(Collected data entries)
┏━━

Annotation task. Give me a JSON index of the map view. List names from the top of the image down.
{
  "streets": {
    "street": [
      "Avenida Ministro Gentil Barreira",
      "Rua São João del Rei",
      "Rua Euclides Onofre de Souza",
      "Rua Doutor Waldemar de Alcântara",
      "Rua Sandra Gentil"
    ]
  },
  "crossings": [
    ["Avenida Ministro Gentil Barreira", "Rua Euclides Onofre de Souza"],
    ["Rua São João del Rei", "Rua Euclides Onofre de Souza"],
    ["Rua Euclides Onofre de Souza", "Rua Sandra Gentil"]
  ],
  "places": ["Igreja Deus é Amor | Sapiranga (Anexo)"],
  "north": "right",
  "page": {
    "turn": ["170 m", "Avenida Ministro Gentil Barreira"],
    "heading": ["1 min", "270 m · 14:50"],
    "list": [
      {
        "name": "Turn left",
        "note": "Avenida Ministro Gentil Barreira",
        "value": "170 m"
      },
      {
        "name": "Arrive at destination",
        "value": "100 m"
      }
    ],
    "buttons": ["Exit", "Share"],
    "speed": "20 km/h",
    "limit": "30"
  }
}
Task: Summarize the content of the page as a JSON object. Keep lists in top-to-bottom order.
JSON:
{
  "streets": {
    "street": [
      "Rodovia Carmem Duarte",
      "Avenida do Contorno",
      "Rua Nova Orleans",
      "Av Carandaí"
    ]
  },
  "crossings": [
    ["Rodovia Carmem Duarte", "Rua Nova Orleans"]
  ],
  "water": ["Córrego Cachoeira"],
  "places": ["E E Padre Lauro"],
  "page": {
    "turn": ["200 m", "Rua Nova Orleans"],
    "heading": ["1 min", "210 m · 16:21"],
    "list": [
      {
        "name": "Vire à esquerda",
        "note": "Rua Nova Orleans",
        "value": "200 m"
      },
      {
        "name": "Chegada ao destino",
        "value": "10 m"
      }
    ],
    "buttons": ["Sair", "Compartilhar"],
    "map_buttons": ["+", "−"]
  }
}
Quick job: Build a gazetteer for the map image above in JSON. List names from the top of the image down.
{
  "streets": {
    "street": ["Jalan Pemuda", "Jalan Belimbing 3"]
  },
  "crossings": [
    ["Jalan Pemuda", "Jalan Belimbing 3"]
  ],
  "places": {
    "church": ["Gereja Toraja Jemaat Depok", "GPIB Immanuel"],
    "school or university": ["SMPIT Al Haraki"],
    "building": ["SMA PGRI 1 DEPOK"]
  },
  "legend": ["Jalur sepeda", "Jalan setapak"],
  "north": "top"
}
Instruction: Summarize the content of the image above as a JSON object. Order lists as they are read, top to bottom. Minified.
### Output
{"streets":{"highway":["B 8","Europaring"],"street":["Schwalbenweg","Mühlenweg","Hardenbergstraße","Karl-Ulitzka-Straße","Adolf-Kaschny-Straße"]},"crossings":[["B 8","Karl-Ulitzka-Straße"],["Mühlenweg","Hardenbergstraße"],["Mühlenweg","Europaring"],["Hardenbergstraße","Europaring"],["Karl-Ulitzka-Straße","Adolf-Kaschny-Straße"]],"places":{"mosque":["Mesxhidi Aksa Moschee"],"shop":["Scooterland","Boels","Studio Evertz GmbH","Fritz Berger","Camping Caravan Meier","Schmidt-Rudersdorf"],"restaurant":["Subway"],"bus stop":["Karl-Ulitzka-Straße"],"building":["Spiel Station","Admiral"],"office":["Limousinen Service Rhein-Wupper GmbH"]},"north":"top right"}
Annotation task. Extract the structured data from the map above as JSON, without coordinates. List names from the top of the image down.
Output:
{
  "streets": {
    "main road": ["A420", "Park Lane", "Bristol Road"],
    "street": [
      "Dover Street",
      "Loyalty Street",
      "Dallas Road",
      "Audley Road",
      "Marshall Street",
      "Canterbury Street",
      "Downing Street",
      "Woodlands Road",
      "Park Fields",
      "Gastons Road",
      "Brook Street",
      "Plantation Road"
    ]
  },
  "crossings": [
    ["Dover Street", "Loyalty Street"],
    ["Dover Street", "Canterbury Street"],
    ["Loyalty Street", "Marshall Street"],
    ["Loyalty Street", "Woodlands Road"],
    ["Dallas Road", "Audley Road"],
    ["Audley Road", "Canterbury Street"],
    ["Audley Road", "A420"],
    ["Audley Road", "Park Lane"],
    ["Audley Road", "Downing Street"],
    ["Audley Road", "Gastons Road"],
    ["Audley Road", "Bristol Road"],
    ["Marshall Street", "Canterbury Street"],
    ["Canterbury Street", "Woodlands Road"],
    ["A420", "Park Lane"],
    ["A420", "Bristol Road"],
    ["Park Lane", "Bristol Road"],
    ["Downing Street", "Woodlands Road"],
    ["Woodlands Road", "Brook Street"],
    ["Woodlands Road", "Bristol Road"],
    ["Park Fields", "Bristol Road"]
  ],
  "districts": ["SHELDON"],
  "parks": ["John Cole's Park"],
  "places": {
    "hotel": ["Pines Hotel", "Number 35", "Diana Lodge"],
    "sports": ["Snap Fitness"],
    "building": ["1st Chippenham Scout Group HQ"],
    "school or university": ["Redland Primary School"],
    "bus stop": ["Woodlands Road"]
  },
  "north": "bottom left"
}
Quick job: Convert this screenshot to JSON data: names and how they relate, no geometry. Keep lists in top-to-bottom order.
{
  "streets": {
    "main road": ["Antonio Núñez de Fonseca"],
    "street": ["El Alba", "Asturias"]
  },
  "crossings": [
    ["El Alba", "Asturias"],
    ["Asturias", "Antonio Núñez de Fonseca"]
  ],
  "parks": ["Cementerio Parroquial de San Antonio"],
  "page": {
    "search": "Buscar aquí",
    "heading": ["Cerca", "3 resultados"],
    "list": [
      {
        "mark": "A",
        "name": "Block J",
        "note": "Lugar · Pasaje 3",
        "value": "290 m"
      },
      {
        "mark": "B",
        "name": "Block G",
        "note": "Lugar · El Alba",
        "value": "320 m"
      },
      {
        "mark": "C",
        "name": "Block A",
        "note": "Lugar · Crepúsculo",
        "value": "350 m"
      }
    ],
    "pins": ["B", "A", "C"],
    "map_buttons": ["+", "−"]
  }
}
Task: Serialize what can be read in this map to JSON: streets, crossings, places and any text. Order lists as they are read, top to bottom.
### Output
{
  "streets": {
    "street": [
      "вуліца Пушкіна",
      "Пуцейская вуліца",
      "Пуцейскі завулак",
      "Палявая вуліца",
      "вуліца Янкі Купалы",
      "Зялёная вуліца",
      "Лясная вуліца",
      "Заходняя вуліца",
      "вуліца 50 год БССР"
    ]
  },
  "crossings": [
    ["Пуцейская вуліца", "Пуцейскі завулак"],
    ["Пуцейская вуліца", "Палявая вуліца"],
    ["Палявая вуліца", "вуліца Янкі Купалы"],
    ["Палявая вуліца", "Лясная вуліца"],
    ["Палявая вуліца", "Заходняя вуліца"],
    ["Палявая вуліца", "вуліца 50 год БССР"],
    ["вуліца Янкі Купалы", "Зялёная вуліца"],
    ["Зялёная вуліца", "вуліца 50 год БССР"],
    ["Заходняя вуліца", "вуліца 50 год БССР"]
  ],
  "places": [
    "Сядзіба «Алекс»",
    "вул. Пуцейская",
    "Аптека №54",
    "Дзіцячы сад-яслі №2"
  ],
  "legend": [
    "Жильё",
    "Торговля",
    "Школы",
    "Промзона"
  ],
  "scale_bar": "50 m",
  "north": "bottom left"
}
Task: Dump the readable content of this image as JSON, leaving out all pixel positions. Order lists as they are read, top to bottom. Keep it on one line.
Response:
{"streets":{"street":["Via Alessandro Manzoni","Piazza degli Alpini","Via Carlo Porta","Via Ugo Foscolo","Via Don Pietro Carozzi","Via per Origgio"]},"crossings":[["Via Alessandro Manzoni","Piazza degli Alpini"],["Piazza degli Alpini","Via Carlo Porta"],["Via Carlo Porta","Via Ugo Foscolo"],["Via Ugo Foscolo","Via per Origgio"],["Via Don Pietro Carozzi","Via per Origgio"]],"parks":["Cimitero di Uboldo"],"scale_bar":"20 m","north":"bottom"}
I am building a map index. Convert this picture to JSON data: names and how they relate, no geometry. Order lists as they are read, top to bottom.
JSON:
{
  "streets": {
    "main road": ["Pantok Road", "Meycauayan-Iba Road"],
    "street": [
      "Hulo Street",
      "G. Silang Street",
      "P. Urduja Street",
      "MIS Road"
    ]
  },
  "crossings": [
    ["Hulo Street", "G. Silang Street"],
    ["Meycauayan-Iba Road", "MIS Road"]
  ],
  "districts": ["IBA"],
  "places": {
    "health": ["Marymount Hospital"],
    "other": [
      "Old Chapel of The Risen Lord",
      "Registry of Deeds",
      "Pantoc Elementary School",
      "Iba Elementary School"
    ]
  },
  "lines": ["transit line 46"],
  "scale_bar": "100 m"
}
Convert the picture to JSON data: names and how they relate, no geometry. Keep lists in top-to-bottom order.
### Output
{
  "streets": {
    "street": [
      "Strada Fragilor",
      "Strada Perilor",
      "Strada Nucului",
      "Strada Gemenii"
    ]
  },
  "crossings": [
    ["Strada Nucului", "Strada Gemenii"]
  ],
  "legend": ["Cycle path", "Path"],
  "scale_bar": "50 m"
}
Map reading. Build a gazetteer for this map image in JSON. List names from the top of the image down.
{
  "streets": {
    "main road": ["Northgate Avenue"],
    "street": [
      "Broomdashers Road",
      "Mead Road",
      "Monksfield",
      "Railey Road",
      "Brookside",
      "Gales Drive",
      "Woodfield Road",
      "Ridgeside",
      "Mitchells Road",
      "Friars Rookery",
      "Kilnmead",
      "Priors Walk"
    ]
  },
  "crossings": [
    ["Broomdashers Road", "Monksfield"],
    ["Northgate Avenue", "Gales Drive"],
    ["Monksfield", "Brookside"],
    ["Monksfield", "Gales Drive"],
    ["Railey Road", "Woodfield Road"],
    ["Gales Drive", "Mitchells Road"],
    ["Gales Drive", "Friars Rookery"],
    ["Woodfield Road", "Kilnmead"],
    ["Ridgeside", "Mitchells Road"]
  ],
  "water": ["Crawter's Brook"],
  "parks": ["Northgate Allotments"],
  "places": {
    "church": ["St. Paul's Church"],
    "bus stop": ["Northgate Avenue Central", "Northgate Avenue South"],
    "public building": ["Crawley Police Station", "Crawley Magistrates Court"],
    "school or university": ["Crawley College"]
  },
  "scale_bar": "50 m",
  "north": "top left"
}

┗━━

**WORK INSTRUCTION:** If a line in the records contains the word "content", copy it out.

**ANSWER TO THE PROBLEM:**
Task: Summarize the content of the page as a JSON object. Keep lists in top-to-bottom order.
Instruction: Summarize the content of the image above as a JSON object. Order lists as they are read, top to bottom. Minified.
Task: Dump the readable content of this image as JSON, leaving out all pixel positions. Order lists as they are read, top to bottom. Keep it on one line.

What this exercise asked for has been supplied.